* [Task goal] Each line of the data below containing "north" needs to be listed.

[Material for the task — start]

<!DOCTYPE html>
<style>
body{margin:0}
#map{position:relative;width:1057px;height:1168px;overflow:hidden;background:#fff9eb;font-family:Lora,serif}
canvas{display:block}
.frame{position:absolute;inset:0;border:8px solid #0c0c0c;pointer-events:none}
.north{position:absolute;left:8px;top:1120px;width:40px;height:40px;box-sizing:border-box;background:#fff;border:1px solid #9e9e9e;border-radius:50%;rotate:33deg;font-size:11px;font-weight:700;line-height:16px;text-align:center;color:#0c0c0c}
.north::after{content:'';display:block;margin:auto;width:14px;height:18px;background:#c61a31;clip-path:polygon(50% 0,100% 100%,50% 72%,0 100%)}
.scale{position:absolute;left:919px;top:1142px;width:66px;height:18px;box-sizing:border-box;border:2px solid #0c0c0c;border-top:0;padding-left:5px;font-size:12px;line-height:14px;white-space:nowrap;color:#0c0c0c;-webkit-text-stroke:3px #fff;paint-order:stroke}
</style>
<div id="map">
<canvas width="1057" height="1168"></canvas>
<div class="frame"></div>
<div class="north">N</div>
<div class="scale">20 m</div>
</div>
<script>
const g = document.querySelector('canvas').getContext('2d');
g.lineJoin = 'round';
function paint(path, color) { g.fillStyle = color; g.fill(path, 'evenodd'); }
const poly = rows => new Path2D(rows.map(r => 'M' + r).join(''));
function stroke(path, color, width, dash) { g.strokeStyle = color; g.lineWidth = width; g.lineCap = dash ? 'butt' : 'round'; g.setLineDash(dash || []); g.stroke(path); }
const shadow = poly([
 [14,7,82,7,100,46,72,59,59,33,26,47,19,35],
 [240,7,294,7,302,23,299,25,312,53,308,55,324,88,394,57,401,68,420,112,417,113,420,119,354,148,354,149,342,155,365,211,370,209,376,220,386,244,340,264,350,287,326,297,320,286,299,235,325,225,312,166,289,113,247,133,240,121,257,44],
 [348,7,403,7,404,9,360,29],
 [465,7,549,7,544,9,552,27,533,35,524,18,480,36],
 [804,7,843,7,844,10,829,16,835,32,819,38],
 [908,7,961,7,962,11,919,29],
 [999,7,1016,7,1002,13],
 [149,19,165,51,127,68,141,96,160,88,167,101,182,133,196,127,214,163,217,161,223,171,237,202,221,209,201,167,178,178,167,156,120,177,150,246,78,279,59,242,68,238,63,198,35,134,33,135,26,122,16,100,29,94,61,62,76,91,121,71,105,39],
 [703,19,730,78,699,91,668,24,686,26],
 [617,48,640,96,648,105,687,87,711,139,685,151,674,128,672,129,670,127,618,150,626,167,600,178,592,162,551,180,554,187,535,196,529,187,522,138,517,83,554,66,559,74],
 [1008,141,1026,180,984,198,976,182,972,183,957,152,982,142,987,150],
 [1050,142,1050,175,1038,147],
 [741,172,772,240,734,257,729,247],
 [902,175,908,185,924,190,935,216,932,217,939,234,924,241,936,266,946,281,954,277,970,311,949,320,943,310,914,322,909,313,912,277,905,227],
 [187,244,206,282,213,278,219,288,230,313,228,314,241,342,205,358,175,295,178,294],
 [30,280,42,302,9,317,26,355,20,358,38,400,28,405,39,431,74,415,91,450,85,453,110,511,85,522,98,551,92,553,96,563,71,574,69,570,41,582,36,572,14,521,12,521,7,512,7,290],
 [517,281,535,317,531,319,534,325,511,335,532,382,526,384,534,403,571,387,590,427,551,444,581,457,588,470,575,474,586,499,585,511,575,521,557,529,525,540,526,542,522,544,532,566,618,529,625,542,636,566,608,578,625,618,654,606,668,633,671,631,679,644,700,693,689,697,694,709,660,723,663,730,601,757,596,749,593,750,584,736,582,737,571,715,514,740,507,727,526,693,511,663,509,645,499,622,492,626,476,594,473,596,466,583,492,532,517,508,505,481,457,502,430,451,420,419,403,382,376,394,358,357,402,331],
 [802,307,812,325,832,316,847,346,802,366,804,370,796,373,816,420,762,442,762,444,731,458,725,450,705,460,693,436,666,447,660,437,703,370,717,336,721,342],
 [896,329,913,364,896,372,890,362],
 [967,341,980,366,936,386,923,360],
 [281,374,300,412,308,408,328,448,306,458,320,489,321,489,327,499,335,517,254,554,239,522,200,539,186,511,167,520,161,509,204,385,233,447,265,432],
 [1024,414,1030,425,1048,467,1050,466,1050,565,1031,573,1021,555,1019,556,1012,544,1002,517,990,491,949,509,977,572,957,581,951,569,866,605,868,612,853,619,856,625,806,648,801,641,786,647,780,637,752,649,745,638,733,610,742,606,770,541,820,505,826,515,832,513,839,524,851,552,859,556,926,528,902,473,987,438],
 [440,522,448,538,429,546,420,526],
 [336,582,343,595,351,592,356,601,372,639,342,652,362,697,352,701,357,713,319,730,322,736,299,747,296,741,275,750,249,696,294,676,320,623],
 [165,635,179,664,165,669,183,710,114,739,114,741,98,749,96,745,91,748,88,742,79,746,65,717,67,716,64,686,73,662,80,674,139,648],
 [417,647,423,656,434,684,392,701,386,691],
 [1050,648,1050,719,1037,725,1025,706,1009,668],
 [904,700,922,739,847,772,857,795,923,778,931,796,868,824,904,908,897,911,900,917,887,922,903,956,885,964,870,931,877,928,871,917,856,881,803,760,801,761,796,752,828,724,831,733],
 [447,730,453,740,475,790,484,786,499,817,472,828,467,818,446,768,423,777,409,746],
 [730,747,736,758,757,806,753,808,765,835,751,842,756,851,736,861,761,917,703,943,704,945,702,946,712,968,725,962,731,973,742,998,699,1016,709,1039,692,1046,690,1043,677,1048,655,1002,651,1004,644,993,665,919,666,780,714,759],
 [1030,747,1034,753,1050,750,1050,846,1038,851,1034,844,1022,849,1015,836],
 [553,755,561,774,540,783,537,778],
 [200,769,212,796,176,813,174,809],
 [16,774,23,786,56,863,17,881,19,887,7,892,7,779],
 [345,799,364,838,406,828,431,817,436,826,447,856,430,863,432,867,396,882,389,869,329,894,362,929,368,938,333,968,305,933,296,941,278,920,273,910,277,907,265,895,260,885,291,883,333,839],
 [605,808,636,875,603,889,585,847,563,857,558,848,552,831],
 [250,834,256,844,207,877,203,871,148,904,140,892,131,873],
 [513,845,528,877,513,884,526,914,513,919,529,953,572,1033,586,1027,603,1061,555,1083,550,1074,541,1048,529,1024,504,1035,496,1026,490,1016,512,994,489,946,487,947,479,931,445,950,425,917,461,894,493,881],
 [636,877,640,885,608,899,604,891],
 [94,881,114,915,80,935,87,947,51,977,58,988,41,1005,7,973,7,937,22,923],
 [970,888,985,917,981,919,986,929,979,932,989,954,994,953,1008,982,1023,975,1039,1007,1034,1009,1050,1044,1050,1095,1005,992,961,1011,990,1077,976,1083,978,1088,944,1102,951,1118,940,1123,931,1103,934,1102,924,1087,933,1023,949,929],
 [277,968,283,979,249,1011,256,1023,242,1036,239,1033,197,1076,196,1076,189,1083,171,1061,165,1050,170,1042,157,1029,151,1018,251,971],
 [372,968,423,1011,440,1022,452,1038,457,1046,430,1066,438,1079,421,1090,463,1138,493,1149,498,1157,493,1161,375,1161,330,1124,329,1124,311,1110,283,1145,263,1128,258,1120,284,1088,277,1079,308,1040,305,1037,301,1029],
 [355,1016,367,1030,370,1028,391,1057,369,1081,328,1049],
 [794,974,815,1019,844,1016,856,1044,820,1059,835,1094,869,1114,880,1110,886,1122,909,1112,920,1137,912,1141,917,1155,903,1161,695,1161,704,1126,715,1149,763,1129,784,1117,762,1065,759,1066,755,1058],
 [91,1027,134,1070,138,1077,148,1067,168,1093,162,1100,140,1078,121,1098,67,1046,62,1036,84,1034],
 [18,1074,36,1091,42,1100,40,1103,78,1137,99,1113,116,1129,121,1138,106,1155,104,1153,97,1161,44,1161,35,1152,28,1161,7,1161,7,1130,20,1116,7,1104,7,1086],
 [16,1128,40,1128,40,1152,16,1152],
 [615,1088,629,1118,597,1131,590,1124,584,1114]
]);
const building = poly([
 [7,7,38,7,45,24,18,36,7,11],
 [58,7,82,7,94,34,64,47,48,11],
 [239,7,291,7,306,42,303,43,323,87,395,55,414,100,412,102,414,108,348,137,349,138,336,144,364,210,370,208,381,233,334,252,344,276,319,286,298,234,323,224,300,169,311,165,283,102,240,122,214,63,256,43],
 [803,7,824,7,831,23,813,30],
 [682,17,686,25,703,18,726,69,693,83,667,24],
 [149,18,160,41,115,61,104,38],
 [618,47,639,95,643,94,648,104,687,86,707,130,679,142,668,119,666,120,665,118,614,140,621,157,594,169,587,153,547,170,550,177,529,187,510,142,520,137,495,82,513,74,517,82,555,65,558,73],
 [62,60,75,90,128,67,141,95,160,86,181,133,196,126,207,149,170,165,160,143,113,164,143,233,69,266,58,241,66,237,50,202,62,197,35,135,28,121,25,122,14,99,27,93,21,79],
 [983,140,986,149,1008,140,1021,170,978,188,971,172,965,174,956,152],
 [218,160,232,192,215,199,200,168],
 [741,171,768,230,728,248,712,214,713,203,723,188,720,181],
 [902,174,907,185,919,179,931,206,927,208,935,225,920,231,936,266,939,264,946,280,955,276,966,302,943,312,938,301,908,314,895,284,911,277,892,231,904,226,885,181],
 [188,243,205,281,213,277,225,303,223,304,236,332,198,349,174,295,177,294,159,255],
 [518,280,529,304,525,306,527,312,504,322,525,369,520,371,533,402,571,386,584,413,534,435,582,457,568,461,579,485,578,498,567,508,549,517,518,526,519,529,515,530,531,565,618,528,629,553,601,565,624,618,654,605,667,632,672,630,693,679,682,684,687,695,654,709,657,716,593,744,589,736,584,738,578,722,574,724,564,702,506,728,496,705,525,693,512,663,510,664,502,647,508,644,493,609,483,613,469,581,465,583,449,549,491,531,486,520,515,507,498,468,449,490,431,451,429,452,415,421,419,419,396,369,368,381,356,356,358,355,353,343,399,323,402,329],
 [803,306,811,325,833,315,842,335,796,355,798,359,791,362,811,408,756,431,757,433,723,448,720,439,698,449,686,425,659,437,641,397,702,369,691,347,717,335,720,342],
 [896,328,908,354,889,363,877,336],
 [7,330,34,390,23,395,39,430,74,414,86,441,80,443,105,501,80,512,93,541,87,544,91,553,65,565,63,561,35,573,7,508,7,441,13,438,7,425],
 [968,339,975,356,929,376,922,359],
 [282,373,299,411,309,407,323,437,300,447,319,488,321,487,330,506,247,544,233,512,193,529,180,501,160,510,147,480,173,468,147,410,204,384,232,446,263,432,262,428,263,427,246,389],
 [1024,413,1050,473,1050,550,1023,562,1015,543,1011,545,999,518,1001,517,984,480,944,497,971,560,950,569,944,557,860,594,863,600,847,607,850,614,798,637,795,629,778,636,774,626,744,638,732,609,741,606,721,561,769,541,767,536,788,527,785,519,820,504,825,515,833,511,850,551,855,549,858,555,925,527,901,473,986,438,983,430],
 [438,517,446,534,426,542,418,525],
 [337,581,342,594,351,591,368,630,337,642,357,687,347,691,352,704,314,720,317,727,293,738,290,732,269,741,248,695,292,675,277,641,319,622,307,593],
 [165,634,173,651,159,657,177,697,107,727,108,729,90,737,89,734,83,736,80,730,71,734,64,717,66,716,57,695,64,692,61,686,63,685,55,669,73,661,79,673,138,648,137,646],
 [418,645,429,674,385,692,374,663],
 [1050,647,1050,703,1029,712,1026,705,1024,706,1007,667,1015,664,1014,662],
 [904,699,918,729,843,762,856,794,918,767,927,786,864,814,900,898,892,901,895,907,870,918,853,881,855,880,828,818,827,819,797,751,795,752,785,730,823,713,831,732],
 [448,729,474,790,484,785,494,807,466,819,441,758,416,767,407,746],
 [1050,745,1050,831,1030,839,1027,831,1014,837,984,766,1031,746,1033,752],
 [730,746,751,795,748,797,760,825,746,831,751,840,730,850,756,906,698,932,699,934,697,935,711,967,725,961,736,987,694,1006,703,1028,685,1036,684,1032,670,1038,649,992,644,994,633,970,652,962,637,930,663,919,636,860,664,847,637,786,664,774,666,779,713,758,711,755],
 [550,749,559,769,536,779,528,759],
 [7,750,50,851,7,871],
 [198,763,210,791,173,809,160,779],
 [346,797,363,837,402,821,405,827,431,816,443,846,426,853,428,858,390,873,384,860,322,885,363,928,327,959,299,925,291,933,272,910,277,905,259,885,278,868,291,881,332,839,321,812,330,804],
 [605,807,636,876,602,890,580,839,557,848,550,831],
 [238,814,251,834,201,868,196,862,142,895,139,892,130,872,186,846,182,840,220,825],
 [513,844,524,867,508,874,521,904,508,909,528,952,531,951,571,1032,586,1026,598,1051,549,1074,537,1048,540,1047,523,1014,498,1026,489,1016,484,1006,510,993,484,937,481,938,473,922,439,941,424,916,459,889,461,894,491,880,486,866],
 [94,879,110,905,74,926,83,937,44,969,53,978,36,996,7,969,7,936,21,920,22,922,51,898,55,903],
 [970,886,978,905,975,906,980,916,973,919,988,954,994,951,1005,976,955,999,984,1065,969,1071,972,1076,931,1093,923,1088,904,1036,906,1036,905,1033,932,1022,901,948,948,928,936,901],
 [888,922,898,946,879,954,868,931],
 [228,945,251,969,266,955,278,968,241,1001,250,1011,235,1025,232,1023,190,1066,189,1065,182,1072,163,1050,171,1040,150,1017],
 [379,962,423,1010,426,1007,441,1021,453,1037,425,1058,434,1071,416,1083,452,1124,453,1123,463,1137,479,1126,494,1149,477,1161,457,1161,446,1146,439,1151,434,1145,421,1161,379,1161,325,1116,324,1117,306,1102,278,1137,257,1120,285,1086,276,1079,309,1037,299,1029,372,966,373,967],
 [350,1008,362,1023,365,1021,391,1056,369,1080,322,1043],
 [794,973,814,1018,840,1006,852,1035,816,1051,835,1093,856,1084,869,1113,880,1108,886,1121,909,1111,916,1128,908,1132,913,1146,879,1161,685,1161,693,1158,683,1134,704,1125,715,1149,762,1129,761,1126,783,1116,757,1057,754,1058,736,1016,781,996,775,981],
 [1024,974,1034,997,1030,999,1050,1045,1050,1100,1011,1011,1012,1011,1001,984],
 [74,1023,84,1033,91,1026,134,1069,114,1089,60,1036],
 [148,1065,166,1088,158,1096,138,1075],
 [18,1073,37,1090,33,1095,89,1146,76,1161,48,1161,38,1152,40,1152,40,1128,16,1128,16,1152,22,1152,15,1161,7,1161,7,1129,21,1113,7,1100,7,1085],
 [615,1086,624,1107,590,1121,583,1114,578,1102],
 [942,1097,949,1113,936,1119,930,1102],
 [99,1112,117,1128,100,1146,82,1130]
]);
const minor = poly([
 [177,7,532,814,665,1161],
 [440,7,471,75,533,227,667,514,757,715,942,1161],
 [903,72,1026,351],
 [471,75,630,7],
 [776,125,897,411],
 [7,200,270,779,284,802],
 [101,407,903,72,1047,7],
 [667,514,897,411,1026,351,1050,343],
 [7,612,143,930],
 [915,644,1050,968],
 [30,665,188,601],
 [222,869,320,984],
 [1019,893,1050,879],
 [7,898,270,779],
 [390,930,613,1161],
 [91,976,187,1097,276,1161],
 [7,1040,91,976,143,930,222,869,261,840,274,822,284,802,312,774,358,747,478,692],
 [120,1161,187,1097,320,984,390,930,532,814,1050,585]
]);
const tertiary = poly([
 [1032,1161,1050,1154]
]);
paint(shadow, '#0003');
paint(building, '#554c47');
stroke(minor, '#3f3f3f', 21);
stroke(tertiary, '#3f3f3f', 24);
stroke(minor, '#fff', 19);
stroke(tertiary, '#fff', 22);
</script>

[Material for the task — finish]

* [Solution for this exercise]
.north{position:absolute;left:8px;top:1120px;width:40px;height:40px;box-sizing:border-box;background:#fff;border:1px solid #9e9e9e;border-radius:50%;rotate:33deg;font-size:11px;font-weight:700;line-height:16px;text-align:center;color:#0c0c0c}
.north::after{content:'';display:block;margin:auto;width:14px;height:18px;background:#c61a31;clip-path:polygon(50% 0,100% 100%,50% 72%,0 100%)}
<div class="north">N</div>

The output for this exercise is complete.